I am looking for a way to explain that it’s unreasonable to sprinkle high-level business logic with calls to ReferenceEquals().
Here’s a code snippet that I have a problem with (precondition in a method, designed to throw if we’re on a wrong thread):
if (!object.ReferenceEquals(Thread.CurrentThread, RequestHandlerThread))
Is it reliable to write this instead:
if (Thread.CurrentThread != RequestHandlerThread)
I suggested to use ManagedThreadIds in the comparison based on what I commonly see in tutorials. Adversary says that comparison for reference equality seems more object-oriented.
Here’s (roughly) what I saw in Reflector’s view of System.Object with .NET 4.0. Keep in mind that Thread class is sealed, and has no overload for operator==.
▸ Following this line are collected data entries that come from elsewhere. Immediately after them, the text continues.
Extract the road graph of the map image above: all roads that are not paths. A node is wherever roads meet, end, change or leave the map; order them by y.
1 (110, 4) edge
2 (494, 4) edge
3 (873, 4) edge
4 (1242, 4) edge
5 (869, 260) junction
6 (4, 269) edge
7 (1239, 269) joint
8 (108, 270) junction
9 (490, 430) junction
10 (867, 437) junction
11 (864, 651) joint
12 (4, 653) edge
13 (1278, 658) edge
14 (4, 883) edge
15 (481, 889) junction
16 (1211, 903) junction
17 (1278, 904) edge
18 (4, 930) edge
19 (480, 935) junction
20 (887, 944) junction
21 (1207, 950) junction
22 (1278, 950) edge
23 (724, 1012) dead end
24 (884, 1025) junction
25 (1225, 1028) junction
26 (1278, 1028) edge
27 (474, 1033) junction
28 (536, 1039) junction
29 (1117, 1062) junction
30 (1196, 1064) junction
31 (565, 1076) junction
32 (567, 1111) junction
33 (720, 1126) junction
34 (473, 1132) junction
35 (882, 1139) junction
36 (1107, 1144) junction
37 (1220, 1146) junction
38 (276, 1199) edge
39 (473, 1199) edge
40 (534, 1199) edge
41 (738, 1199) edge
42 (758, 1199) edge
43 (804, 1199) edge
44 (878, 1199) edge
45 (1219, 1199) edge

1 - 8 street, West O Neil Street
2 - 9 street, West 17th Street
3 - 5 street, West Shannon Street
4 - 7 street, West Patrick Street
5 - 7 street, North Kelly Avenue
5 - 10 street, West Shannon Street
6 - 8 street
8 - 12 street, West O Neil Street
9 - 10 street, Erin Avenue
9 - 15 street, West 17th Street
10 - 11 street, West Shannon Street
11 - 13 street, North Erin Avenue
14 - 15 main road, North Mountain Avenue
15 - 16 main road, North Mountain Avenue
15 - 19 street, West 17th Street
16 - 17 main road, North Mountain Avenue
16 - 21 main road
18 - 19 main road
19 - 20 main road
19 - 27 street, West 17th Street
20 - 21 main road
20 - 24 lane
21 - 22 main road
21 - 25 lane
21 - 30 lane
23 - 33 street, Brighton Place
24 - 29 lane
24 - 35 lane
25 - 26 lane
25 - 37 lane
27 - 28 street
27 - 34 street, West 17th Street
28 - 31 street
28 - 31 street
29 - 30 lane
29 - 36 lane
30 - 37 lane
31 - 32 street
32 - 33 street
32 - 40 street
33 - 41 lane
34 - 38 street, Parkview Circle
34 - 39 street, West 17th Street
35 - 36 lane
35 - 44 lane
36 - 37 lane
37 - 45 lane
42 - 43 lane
public static bool ReferenceEquals(object objA, object objB)
{
return (objA == objB);
}
public static bool Equals(object objA, object objB)
{
return (objA == objB ||
(objA != null && objB != null && objA.Equals(objB)));
}
Here are some basic tests, verifying operation on thread pool… Did I miss any significant tests?
using System.Threading;
using System.Diagnostics;
using System.Threading.Tasks;
namespace ConsoleApplicationX
{
class Program
{
static readonly Thread mainThread;
static Program()
{
mainThread = Thread.CurrentThread;
}
static void Main(string[] args)
{
Thread thread = Thread.CurrentThread;
if (thread != Thread.CurrentThread)
Debug.Fail("");
if(Thread.CurrentThread != thread)
Debug.Fail("");
if (thread != mainThread)
Debug.Fail("");
var task = Task.Factory.StartNew(() => RunOnBackground(thread));
task.Wait();
var anotherThread = new Thread(new ParameterizedThreadStart(RunInAnotherThread));
anotherThread.Start(thread);
}
static void RunOnBackground(Thread fromInitial)
{
if (Thread.CurrentThread == fromInitial)
Debug.Fail("");
if (fromInitial != mainThread)
Debug.Fail("");
}
static void RunInAnotherThread(object fromInitialAsObject)
{
var fromInitial = (Thread)fromInitialAsObject;
if (Thread.CurrentThread == fromInitial)
Debug.Fail("");
if (fromInitial != mainThread)
Debug.Fail("");
}
}
}
Short answer:
Use ManagedThreadId property for comparisons.
Simple Example:
Imagine we have a class called StackOverflow.MessageThread. Programmer fat-fingers a precondition for a function, saying Debug.Assert(Thread.CurrentThread == messageThread). Precondition fails at runtime. If the dev would reach for ManagedThreadId, he’d find out at edit-time that it’s impossible, and would fix the problem earlier in the development cycle.